I think we all already know what terms like #manifest, #goals, #achieving, and #actlikeyoualreadyhave mean. And I think today, everyone says they’re good at it and that they know what they’re talking about, even though many of them maybe haven’t experienced it for real.
I’d like to share some basic knowledge I’ve learned from people who are experts in psychology and psychotherapy, from those who are truly achieving their goals, and also based on my own personal experience. And honestly, I’d say more from my failures than from my achievements.
“Closing the gap” is usually explained as pretending that you are what you want to be or already have what you want to have. This concept goes so deep that many people go broke trying to live up to it. They make life changes without conscious thought, unaware of what they’re actually doing. In today’s world, I’d even say there’s a kind of madness around achieving goals, without truly understanding what “closing the gap” means, or what it actually means to pretend to have something, and how the brain really works.

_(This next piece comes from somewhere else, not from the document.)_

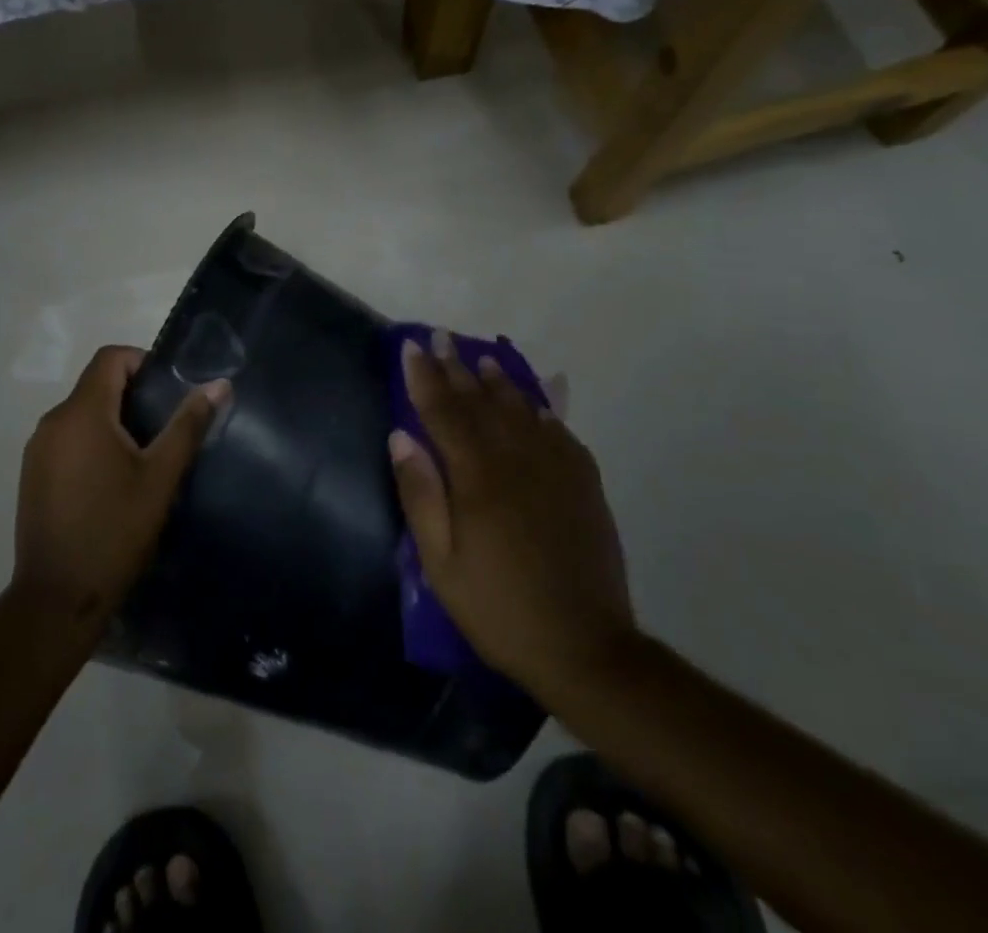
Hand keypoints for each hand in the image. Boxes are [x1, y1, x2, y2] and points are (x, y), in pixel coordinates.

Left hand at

In the book Thinking, Fast and Slow, the author explains the brain as two systems: System 1 and System 2. After reading this book, I honestly think thousands of people operate mainly through the unconscious, fast-reacting System 1. They do things without real thought or reasoning. And this, I believe, is the first major mistake we make when setting goals.
P.S. Please take time to read this book, it can really help a lot of people!

The second thing is: we don’t know ourselves. We don’t understand our traumas or our environments. Most of the time, we live blindly, without really knowing what we lack, what our strengths are, who raised us and what they taught us, what our beliefs are and whether they even serve us anymore. We don’t question what we expect from others, or why. We don’t stop to ask: What do I really want to achieve, and what is keeping me from it?
Most of us have something broken inside. And if we don’t know what it is, if we don’t face it and work through it, we can’t truly challenge ourselves to make the deep changes required to become something new.
So yes, the second mistake is that we don’t know ourselves.
And while I don’t think we’ll ever fully know ourselves, I do believe we should try. We have to look around, really see our lives. Look at our choices, our beliefs, what we think about ourselves. That is a must. Only then can we start to find our talents, our ideas, the ones that can actually lead us somewhere.
And then the third point: really closing the gap.
Most people think, “Oh, I’ll just wake up tomorrow and imagine I have a lot of money, buy the car, the house, get the job, go to the places I dream about…” And they think imagining it is enough.